BUSSET, Thomas; BESSON, Roger; JACCOUD, Christophe. L’autre visage du supportérisme: autorégulations, mobilisations collectives et mouvements sociaux. 2014. Berne: Peter Lang, 160. (Savoirs Sportifs, v. 6)

As discussões a respeito do papel desempenhado pelas torcidas organizadas no cenário do futebol profissional mundial, dos dilemas resultantes dos conflitos por elas protagonizados, dos programas institucionais formulados visando à mediação de conflitos e à prevenção da violência, assim como das ações coletivas promovidas pelas torcidas para dar visibilidade às suas reivindicações e defender seus interesses têm mobilizado os estudiosos da temática em diferentes países.

Nessa perspectiva, o livro L’autre visage du supportérisme: autorégulations, mobilisations collectives et mouvements sociaux tem por objetivo abordar a temática das torcidas de futebol sob ângulos ainda pouco explorados, dedicando-se a discutir em que medida tais associações são capazes de se organizar para a defesa de interesses comuns.
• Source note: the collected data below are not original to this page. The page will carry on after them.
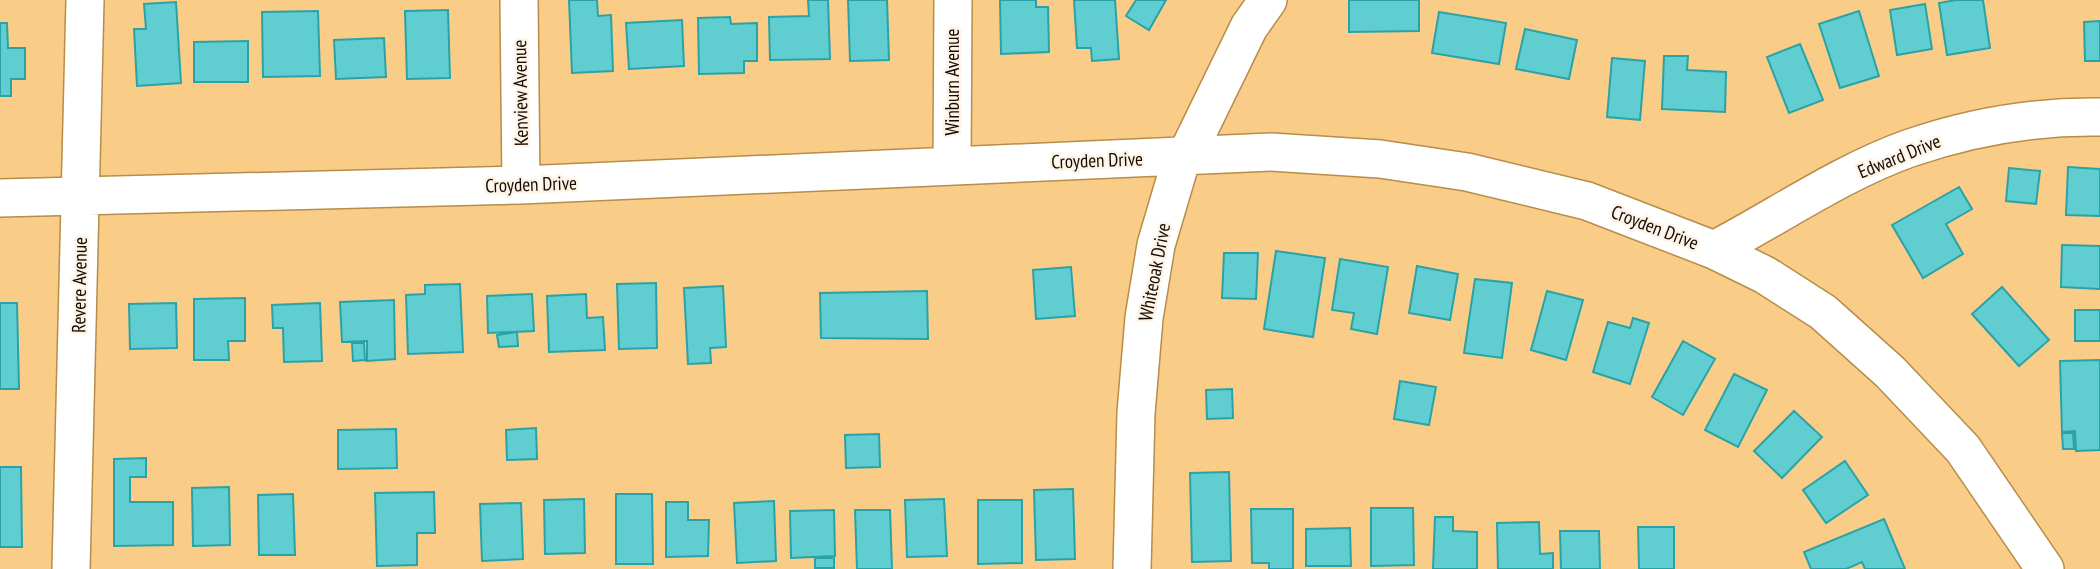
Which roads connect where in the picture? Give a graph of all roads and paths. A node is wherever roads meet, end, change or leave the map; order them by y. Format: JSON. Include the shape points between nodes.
{"nodes":[{"id":1,"x":85,"y":0,"type":"edge"},
{"id":2,"x":519,"y":0,"type":"edge"},
{"id":3,"x":953,"y":0,"type":"edge"},
{"id":4,"x":1268,"y":0,"type":"edge"},
{"id":5,"x":2100,"y":117,"type":"edge"},
{"id":6,"x":1182,"y":157,"type":"junction"},
{"id":7,"x":952,"y":164,"type":"junction"},
{"id":8,"x":521,"y":185,"type":"junction"},
{"id":9,"x":81,"y":197,"type":"junction"},
{"id":10,"x":0,"y":198,"type":"edge"},
{"id":11,"x":1714,"y":250,"type":"junction"},
{"id":12,"x":71,"y":569,"type":"edge"},
{"id":13,"x":1132,"y":569,"type":"edge"},
{"id":14,"x":2045,"y":569,"type":"edge"}],
"edges":[{"from":1,"to":9,"type":"street","name":"Revere Avenue"},
{"from":2,"to":8,"type":"street","name":"Kenview Avenue"},
{"from":3,"to":7,"type":"street","name":"Winburn Avenue"},
{"from":4,"to":6,"type":"street","name":"Whiteoak Drive","via":[[1249,27]]},
{"from":5,"to":11,"type":"street","name":"Edward Drive","via":[[2039,118],[1969,130],[1908,149]]},
{"from":6,"to":7,"type":"street","name":"Croyden Drive"},
{"from":6,"to":11,"type":"street","name":"Croyden Drive","via":[[1271,152],[1380,159],[1467,172],[1587,201]]},
{"from":6,"to":13,"type":"street","name":"Whiteoak Drive","via":[[1154,253],[1143,317]]},
{"from":7,"to":8,"type":"street","name":"Croyden Drive"},
{"from":8,"to":9,"type":"street","name":"Croyden Drive"},
{"from":9,"to":10,"type":"street","name":"Croyden Drive"},
{"from":9,"to":12,"type":"street","name":"Revere Avenue"},
{"from":11,"to":14,"type":"street","name":"Croyden Drive","via":[[1765,275],[1824,313],[1890,372],[1963,449]]}]}
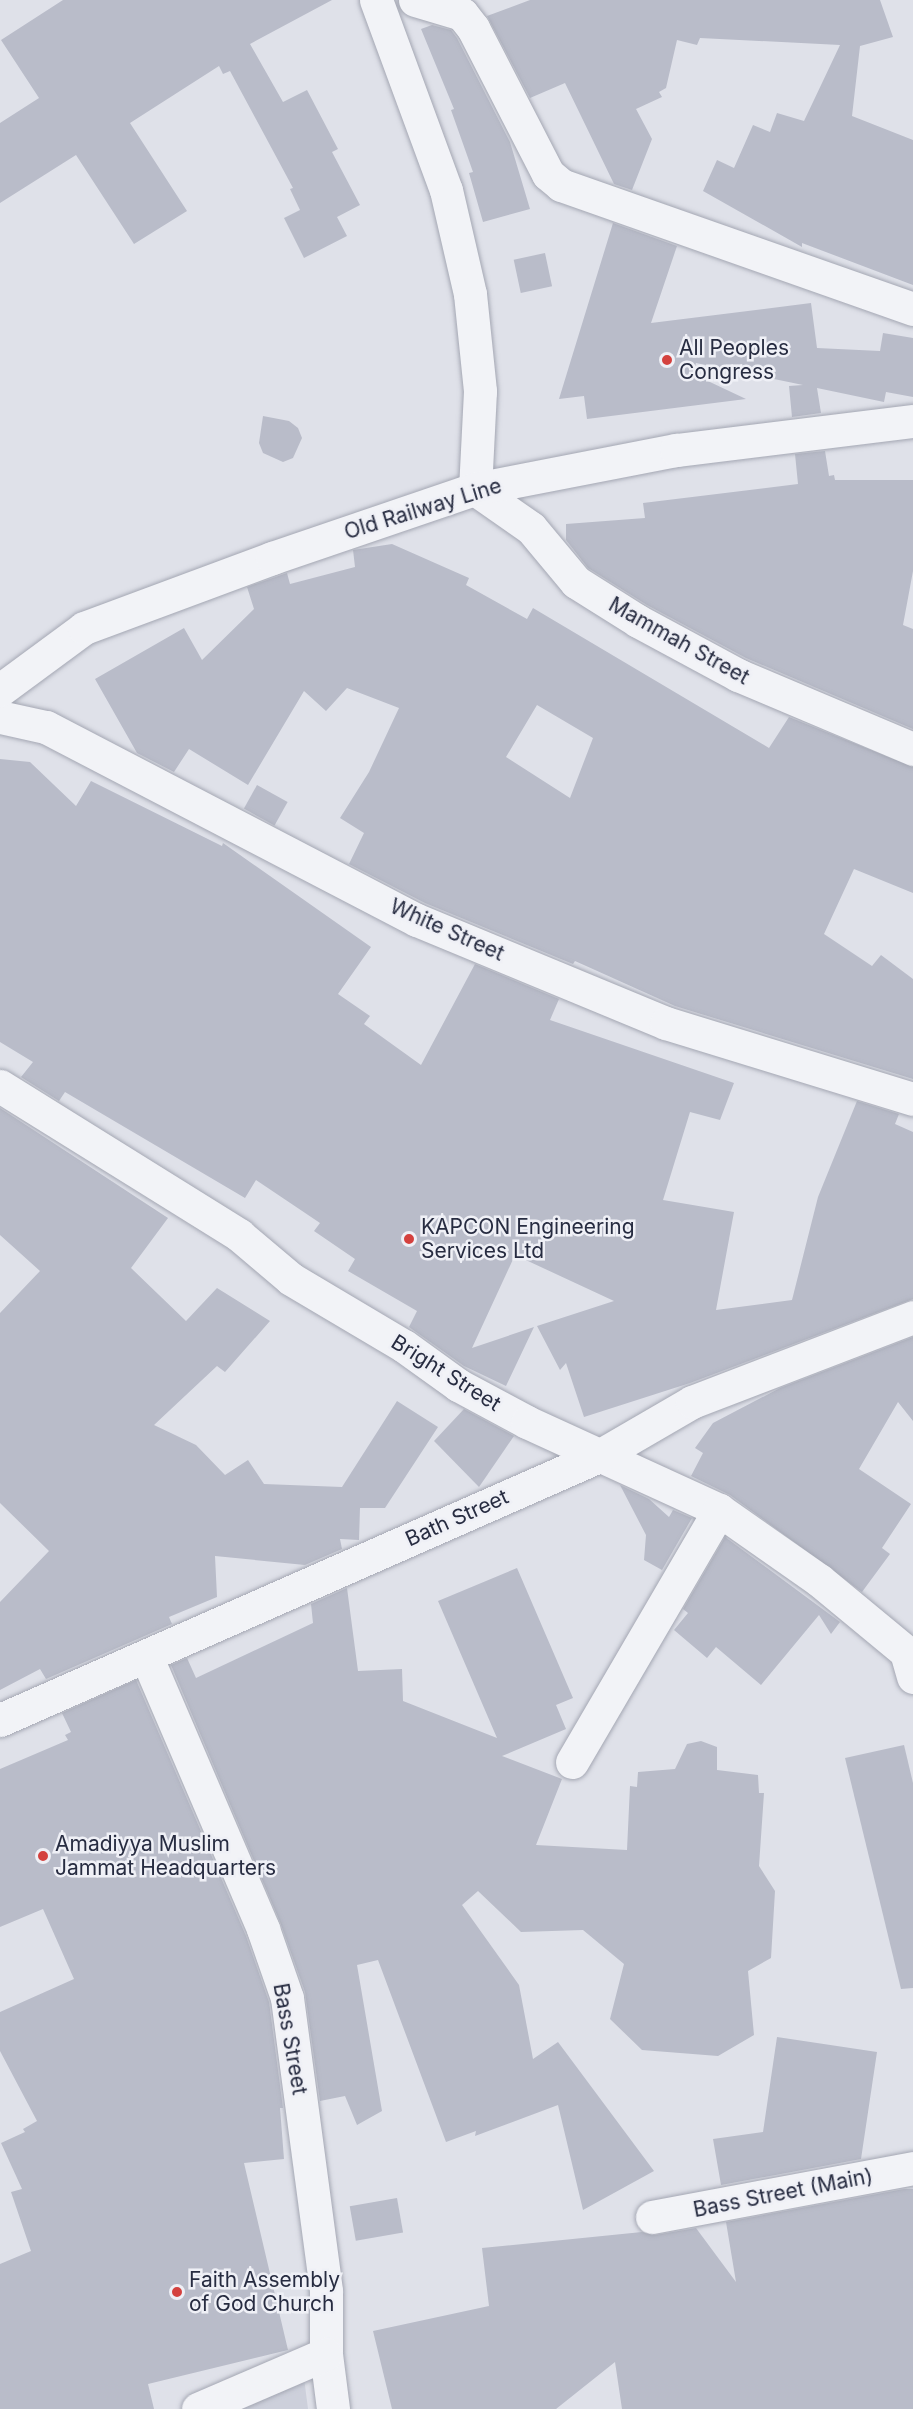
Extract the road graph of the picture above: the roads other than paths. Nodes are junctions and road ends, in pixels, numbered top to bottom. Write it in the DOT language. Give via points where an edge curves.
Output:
graph roads {
  1 [pos="376,0"];
  2 [pos="415,0"];
  3 [pos="913,309"];
  4 [pos="913,421"];
  5 [pos="475,489"];
  6 [pos="0,690"];
  7 [pos="0,717"];
  8 [pos="913,749"];
  9 [pos="0,1086"];
  10 [pos="913,1098"];
  11 [pos="913,1317"];
  12 [pos="599,1456"];
  13 [pos="719,1510"];
  14 [pos="911,1658"];
  15 [pos="147,1659"];
  16 [pos="0,1720"];
  17 [pos="572,1762"];
  18 [pos="913,2168"];
  19 [pos="652,2217"];
  20 [pos="326,2354"];
  21 [pos="198,2409"];
  22 [pos="333,2409"];
  1 -- 5 [label="street" via="446,190 470,294 480,391"];
  2 -- 3 [label="street" via="462,14 473,28 548,174 561,185"];
  4 -- 5 [label="street, Old Railway Line" via="676,450"];
  5 -- 6 [label="street, Old Railway Line" via="84,628"];
  5 -- 8 [label="street, Mammah Street" via="531,528 576,582 638,621 738,675"];
  7 -- 10 [label="street, White Street" via="46,728 417,920 666,1023"];
  9 -- 12 [label="street, Bright Street" via="240,1235 291,1279 404,1346 458,1385"];
  11 -- 12 [label="street, Bath Street" via="692,1402"];
  12 -- 13 [label="street, Bright Street"];
  12 -- 15 [label="street, Bath Street"];
  13 -- 14 [label="street, Bright Street" via="819,1580"];
  13 -- 17 [label="street"];
  15 -- 16 [label="street, Bath Street"];
  15 -- 20 [label="street, Bass Street" via="263,1929 287,1998 326,2291"];
  18 -- 19 [label="street, Bass Street (Main)"];
  20 -- 21 [label="street"];
  20 -- 22 [label="street, Bass Street"];
}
A obra, fruto de um colóquio científico organizado pelo Centre Internacional d’Étude du Sport realizado em 14 de setembro de 2012, na Universidade de Neuchâtel, na Suíça, é composta por 10 artigos que desenvolvem reflexões sobre as dinâmicas colocadas em prática do ponto de vista da ação coletiva por parte das torcidas de futebol e sobre a constituição de redes de atores nacionais e internacionais, apresentando contribuições a partir de contextos socioculturais distintos.

Na apresentação Thomas Busset assinala que os estudos reunidos no livro demonstram que as torcidas apresentam uma nova face: um número cada vez maior de associações vêm formulando reivindicações no espaço público e se mostram dispostas a defender a sua visão do futebol. Os regulamentos e as leis que objetivam vigiar e controlar o comportamento do torcedor contribuíram para que uma fração importante tomasse consciência da existência de interesses comuns e de que, para defendê-los, seria necessário abstrair as rivalidades que têm caracterizado suas relações. Por outro lado, chama a atenção para o desenvolvimento de projetos de assistência social e prevenção da violência envolvendo organizações torcedoras desde os anos 1990, que exigem reflexão e análise.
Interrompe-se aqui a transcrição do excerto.